Of love and care
The childhood is glorified after people get older and look back on their childhood calling this phase of life “golden”. A lot of poetry and fantasy is created around this time. But ask those young ones who are actually living in this so-called “golden period”. How do they find it? Do they feel they are in heaven? No, every child wants to grow older fast, they think it’s the elders who are living in heaven.
It is the same situation regarding the sibling love. The fabric of this complex relationship is woven with rivalry, competition, jealousy, fights. So much so that the observational studies show that siblings fight approximately once every 17 minutes when they are small.
This psychological fact is completely ignored in the cultures that boast of strong family ties. Maybe because the nature of family relations is such that there has to be some degree of unconsciousness to be able to sustain them. The most important ingredient of the “happy family” illusion is the belief that people who are born together do love, or have to love each other.
And yet, there is something special about this love-hate relationship with one’s brother or sister. After growing old, people may become great in the eyes of the world but when you meet your siblings your carefree, innocent childhood is still alive in their memories. The ties are powerful and intertwined like branches on a tree: they grow in different directions yet the roots remain one.

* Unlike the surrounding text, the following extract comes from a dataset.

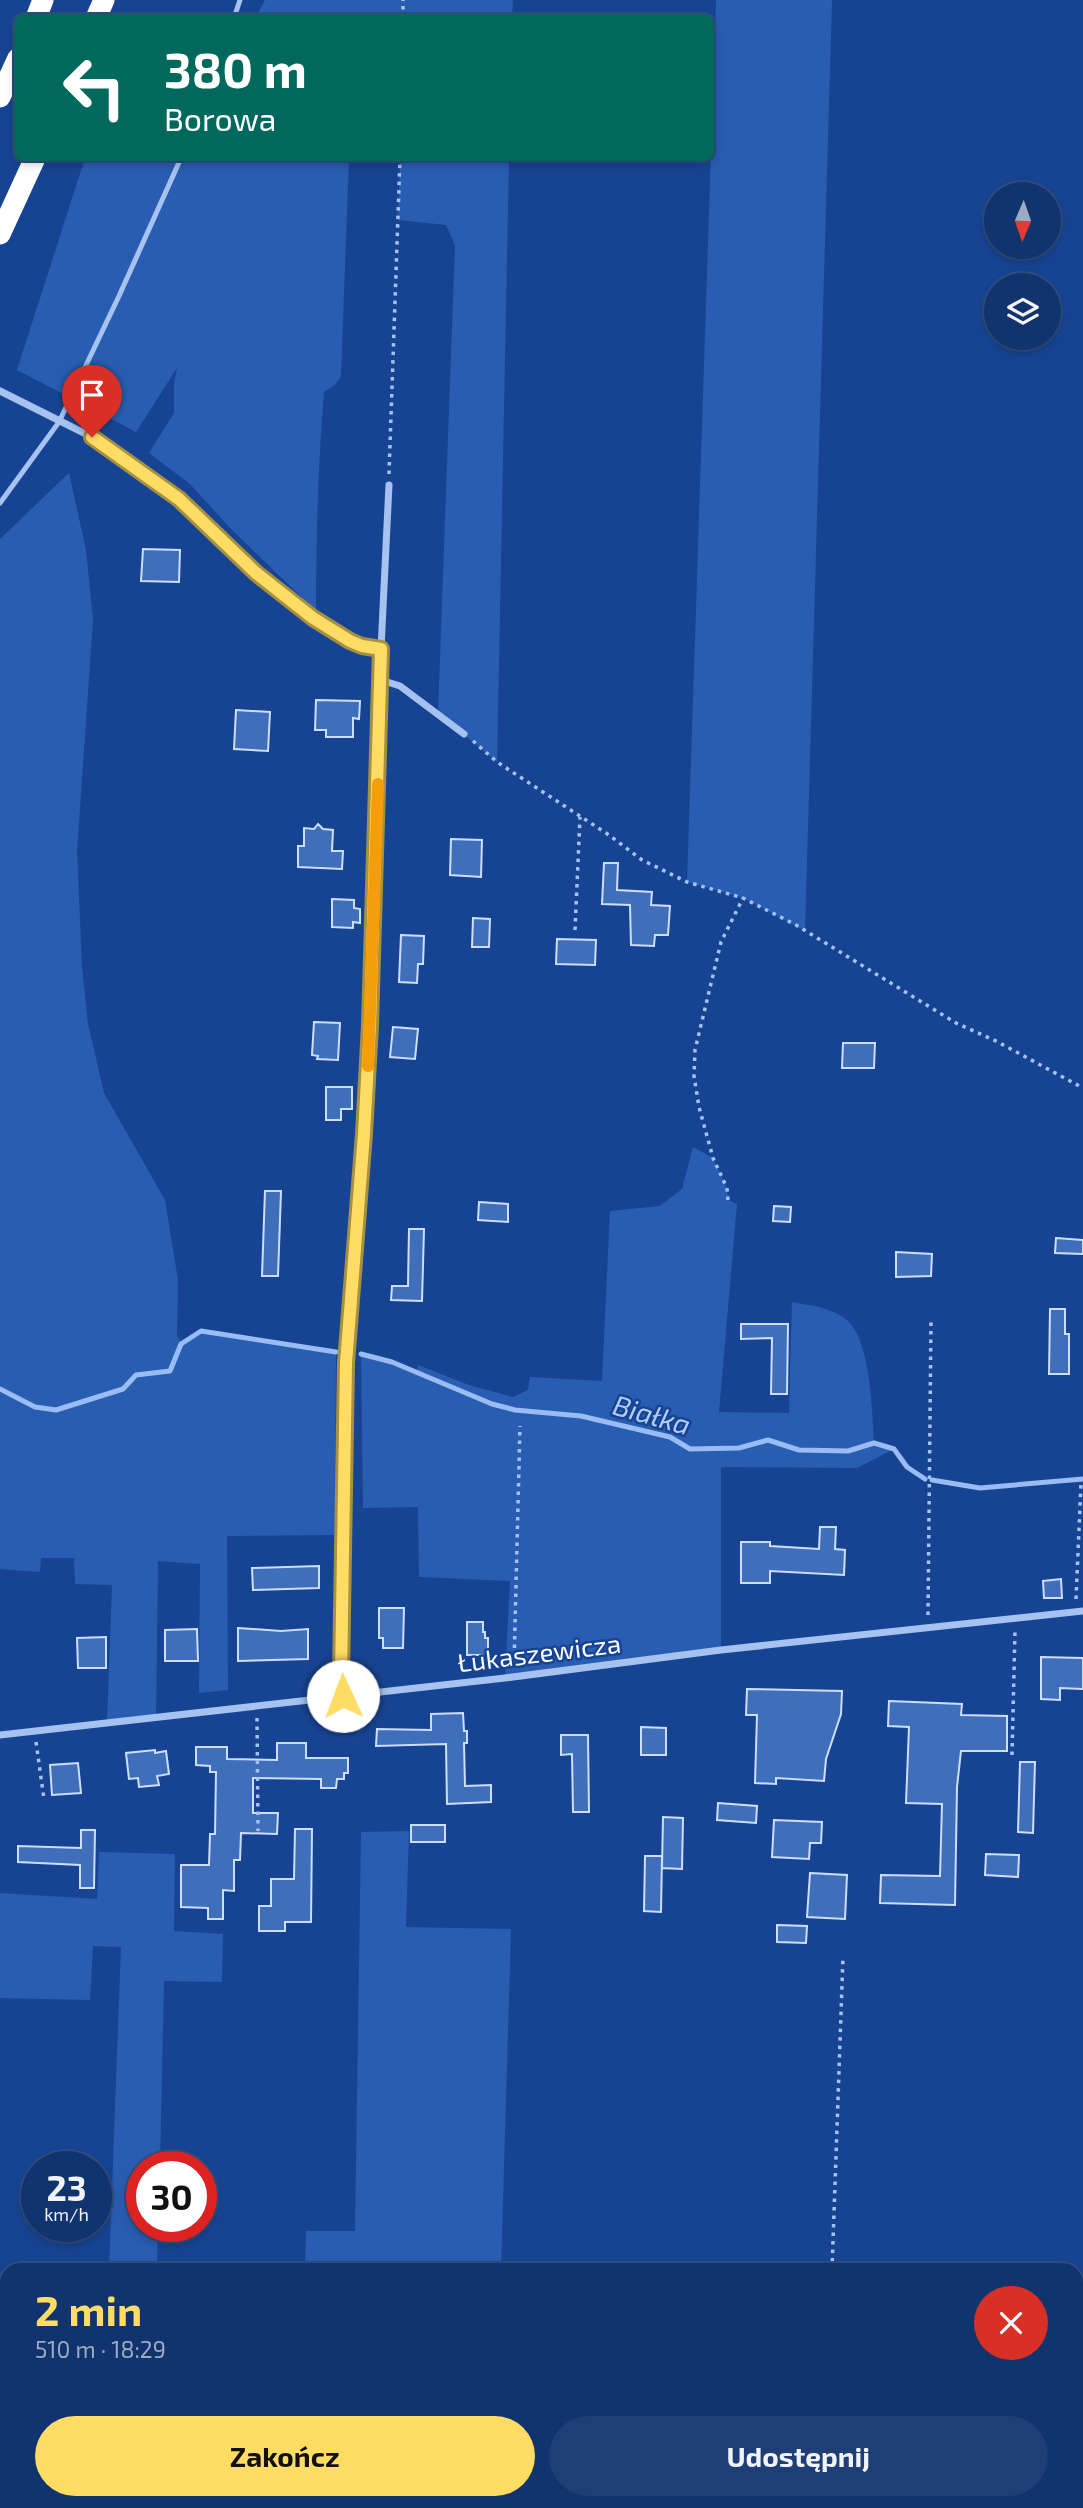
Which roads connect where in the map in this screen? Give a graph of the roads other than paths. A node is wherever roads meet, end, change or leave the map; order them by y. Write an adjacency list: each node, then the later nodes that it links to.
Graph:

Probably observing rituals on festivals like Raksha Bandhan or Bhai Dooj were created recognising the strength of this relation. Interestingly, they are created between a male and a female sibling, not between two men or two women. There is a sense of protecting each other. From whom? From the invaders.
We cannot overlook the fact that both the festivals were born in the northern part of India which was constantly invaded and women were at risk, so it was a necessity that they should be protected by men in the family. The strengthening of family bonds was needed at the time.
I think it is still needed in a different manner because the family as an institution is slowly disintegrating. The ties are not as strong as they were. The rituals are there but the soul is missing. Everyone feels unloved, taken for granted. In these circumstances the basic concept of caring can be revived at a higher level, which Osho calls “interdependence”.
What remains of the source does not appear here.